Causes of Inflation
Causes of Inflation in India
Inflation in India is caused by a combination of demand-side, supply-side and structural factors. Unlike developed economies where inflation is often demand-driven, Indian inflation has a strong supply and structural component. Understanding this distinction is crucial for both UPSC and RBI Grade B examinations.
Demand-Side Causes of Inflation
Demand-pull inflation occurs when aggregate demand in the economy exceeds aggregate supply. When people have higher income, greater access to credit, or increased government support, overall consumption and investment rise. If production does not increase at the same pace, prices tend to rise.
In India, demand-side inflation can be caused by expansionary fiscal policy, such as increased government spending or higher subsidies. Easy monetary policy leading to lower interest rates and higher money supply can also stimulate excess demand. Rapid economic growth phases often create demand pressures, especially in urban areas.
Supply-Side Causes of Inflation
Supply-side or cost-push inflation arises due to an increase in the cost of production. When producers face higher input costs, they pass these costs on to consumers in the form of higher prices.
In India, supply-side inflation is commonly driven by food prices due to dependence on agriculture, monsoon variability, and inadequate storage and supply-chain infrastructure. Rising fuel and energy prices also significantly contribute, as they affect transportation and production costs across sectors.
Global commodity price shocks, such as increases in crude oil prices, fertilisers, or edible oils, directly impact domestic prices due to India’s import dependence.
Structural Causes of Inflation
Structural inflation is caused by long-term rigidities and inefficiencies in the economy. These factors prevent supply from responding quickly to rising demand.
In India, structural causes include inadequate agricultural productivity, fragmented markets, lack of cold storage, poor logistics, and inefficiencies in distribution systems. Market imperfections such as monopolistic practices, information asymmetry, and intermediaries also contribute to persistent price pressures
Rapid urbanisation without corresponding infrastructure development creates demand-supply mismatches in housing, transport, and services, leading to inflationary pressures.
Fiscal Policy–Induced Inflation
Large fiscal deficits can fuel inflation, especially when government expenditure is financed through borrowing or monetisation.

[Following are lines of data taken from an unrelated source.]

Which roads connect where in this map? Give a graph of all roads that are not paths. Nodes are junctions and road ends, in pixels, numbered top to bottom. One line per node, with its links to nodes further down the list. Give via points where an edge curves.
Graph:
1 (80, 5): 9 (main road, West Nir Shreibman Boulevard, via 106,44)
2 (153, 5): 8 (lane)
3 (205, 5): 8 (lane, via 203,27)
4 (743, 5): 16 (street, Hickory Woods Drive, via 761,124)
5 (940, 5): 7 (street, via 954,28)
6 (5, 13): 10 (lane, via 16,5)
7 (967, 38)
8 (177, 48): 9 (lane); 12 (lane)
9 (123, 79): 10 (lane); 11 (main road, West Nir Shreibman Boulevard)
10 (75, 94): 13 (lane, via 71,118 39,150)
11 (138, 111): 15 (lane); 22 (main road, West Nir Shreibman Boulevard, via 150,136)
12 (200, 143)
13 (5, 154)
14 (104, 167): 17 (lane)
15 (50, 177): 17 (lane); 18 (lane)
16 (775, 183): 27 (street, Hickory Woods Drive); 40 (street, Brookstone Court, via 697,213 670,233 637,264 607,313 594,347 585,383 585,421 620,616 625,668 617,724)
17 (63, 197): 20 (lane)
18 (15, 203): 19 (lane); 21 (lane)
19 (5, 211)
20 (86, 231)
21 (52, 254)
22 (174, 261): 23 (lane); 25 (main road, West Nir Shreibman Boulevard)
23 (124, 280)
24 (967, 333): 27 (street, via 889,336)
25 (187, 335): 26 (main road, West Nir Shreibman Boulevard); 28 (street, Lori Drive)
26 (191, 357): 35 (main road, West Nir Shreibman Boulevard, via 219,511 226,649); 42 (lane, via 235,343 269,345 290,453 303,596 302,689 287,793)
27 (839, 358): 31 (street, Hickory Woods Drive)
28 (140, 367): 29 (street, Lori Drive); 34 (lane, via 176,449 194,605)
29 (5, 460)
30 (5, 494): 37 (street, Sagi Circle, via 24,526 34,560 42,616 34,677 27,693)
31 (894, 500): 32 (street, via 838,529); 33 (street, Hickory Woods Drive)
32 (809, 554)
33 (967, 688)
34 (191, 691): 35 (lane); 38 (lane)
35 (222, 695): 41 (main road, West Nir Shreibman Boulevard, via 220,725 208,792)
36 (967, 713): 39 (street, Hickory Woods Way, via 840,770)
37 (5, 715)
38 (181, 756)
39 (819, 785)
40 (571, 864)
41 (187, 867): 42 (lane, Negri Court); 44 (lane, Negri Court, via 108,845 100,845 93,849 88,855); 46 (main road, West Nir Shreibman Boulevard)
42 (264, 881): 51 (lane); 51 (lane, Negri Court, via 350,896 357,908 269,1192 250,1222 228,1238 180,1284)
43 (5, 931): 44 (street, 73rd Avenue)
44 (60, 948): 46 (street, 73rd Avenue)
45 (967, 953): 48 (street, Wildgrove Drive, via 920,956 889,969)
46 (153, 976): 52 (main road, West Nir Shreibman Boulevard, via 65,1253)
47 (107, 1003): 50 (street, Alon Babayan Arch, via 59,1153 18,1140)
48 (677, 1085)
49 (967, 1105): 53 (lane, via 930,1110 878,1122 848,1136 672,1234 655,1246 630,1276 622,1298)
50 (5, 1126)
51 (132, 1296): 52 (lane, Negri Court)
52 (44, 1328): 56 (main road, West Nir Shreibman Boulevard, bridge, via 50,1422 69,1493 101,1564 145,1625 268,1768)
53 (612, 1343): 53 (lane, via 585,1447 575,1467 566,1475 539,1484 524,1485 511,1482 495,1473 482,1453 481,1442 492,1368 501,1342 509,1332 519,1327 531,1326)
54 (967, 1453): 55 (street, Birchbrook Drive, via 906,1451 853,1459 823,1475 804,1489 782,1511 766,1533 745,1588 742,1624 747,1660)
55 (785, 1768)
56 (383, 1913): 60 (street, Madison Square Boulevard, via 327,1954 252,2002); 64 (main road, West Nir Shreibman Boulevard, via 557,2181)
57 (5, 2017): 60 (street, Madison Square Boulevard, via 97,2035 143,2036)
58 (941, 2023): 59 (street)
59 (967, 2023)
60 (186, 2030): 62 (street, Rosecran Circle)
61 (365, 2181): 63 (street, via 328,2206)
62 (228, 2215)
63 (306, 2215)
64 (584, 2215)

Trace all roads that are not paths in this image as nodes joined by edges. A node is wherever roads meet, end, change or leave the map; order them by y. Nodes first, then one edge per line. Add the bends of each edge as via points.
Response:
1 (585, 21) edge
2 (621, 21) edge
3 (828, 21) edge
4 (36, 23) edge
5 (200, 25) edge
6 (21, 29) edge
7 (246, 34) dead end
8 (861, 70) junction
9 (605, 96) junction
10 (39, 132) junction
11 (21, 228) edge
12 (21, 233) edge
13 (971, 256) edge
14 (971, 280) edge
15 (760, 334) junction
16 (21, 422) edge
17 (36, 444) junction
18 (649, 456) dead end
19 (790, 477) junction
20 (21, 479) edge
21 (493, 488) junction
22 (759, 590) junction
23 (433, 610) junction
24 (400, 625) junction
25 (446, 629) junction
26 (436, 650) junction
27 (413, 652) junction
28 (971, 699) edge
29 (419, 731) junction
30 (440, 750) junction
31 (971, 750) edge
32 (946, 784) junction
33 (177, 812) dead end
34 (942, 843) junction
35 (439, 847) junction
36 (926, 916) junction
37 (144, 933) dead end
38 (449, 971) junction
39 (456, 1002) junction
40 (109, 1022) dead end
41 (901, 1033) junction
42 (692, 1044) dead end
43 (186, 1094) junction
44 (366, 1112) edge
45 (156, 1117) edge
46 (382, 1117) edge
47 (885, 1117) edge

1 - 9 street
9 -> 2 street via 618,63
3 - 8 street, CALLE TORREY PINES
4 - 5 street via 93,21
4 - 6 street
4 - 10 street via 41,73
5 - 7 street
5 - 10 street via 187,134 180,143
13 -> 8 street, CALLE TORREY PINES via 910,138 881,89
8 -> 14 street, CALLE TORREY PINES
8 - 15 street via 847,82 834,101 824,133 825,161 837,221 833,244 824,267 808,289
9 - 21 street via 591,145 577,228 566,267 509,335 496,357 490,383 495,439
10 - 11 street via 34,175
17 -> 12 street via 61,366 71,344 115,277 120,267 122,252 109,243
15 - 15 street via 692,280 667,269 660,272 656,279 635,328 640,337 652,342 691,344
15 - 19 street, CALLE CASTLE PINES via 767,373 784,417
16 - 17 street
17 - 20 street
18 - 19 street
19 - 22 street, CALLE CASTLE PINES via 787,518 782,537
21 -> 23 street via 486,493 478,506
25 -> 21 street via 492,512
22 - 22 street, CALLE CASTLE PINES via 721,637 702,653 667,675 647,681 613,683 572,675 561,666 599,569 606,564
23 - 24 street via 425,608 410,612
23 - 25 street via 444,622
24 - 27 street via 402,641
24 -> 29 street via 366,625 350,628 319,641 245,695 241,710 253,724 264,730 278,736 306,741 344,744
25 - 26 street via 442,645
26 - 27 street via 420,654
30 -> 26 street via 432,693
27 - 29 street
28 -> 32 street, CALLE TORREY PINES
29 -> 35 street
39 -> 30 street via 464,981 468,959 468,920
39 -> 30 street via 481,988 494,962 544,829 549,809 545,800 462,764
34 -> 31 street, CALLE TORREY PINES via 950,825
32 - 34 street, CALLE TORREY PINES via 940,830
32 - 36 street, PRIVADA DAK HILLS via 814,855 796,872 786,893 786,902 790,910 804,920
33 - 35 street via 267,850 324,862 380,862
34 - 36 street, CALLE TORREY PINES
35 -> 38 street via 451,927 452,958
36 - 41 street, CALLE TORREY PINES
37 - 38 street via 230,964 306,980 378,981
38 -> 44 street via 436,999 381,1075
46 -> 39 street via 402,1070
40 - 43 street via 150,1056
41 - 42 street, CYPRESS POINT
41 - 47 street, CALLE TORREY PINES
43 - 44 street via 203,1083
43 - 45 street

Excessive government spending without corresponding increase in output adds to aggregate demand.
In India, high subsidy bills, revenue deficits, and off-budget borrowings can indirectly create inflationary pressures by increasing demand or weakening fiscal discipline.
Monetary Factors
Inflation can also be caused by excessive growth in money supply. When money supply grows faster than real output, too much money chases too few goods, resulting in price rise.
Although the Reserve Bank of India actively manages liquidity, periods of prolonged accommodative monetary policy can create inflationary tendencies, especially when combined with supply constraints.
External Factors
External or imported inflation occurs when rising global prices are transmitted to the domestic economy through trade. India imports crude oil, fertilisers, edible oils and several industrial inputs, making it vulnerable to global price movements.
Depreciation of the Indian rupee increases the cost of imports, which further contributes to inflationary pressures.
Inflation Expectations
Inflation expectations play an important role in sustaining inflation. If households and businesses expect prices to rise in the future, they may demand higher wages or increase prices pre-emptively, creating a self-reinforcing inflationary cycle.
Anchoring inflation expectations is therefore a key objective of monetary policy.
Causes of Inflation: Indian Context Summary
Inflation in India is not driven by a single factor. It is typically a result of interaction between demand pressures, supply constraints, structural inefficiencies, fiscal imbalances, monetary conditions and external shocks. This multi-causal nature explains why inflation management in India requires coordinated fiscal, monetary and structural reforms rather than reliance on interest rates alone.
Exam Relevance
UPSC expects aspirants to distinguish between demand-pull and cost-push inflation and highlight India’s structural constraints. RBI Grade B expects deeper understanding of monetary, fiscal and external drivers of inflation along with policy implications.